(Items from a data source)
------------------------------
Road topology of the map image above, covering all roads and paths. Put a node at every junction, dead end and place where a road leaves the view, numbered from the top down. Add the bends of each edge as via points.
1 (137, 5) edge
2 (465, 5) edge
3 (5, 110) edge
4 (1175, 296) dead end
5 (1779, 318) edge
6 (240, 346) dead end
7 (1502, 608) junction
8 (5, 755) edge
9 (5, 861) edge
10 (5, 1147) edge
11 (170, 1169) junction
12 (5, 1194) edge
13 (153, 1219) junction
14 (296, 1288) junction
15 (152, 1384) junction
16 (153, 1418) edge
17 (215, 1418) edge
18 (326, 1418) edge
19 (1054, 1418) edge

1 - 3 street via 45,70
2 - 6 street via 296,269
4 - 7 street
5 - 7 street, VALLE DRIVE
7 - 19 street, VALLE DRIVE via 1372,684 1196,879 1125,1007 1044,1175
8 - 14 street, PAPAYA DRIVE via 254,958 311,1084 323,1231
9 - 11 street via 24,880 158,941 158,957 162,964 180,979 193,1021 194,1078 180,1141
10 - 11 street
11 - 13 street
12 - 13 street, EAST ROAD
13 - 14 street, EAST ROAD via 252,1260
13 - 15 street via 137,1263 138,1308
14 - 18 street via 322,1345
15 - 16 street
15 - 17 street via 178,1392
------------------------------
The problem: The data above should be returned exactly as written.

Result for this exercise:
Road topology of the map image above, covering all roads and paths. Put a node at every junction, dead end and place where a road leaves the view, numbered from the top down. Add the bends of each edge as via points.
1 (137, 5) edge
2 (465, 5) edge
3 (5, 110) edge
4 (1175, 296) dead end
5 (1779, 318) edge
6 (240, 346) dead end
7 (1502, 608) junction
8 (5, 755) edge
9 (5, 861) edge
10 (5, 1147) edge
11 (170, 1169) junction
12 (5, 1194) edge
13 (153, 1219) junction
14 (296, 1288) junction
15 (152, 1384) junction
16 (153, 1418) edge
17 (215, 1418) edge
18 (326, 1418) edge
19 (1054, 1418) edge

1 - 3 street via 45,70
2 - 6 street via 296,269
4 - 7 street
5 - 7 street, VALLE DRIVE
7 - 19 street, VALLE DRIVE via 1372,684 1196,879 1125,1007 1044,1175
8 - 14 street, PAPAYA DRIVE via 254,958 311,1084 323,1231
9 - 11 street via 24,880 158,941 158,957 162,964 180,979 193,1021 194,1078 180,1141
10 - 11 street
11 - 13 street
12 - 13 street, EAST ROAD
13 - 14 street, EAST ROAD via 252,1260
13 - 15 street via 137,1263 138,1308
14 - 18 street via 322,1345
15 - 16 street
15 - 17 street via 178,1392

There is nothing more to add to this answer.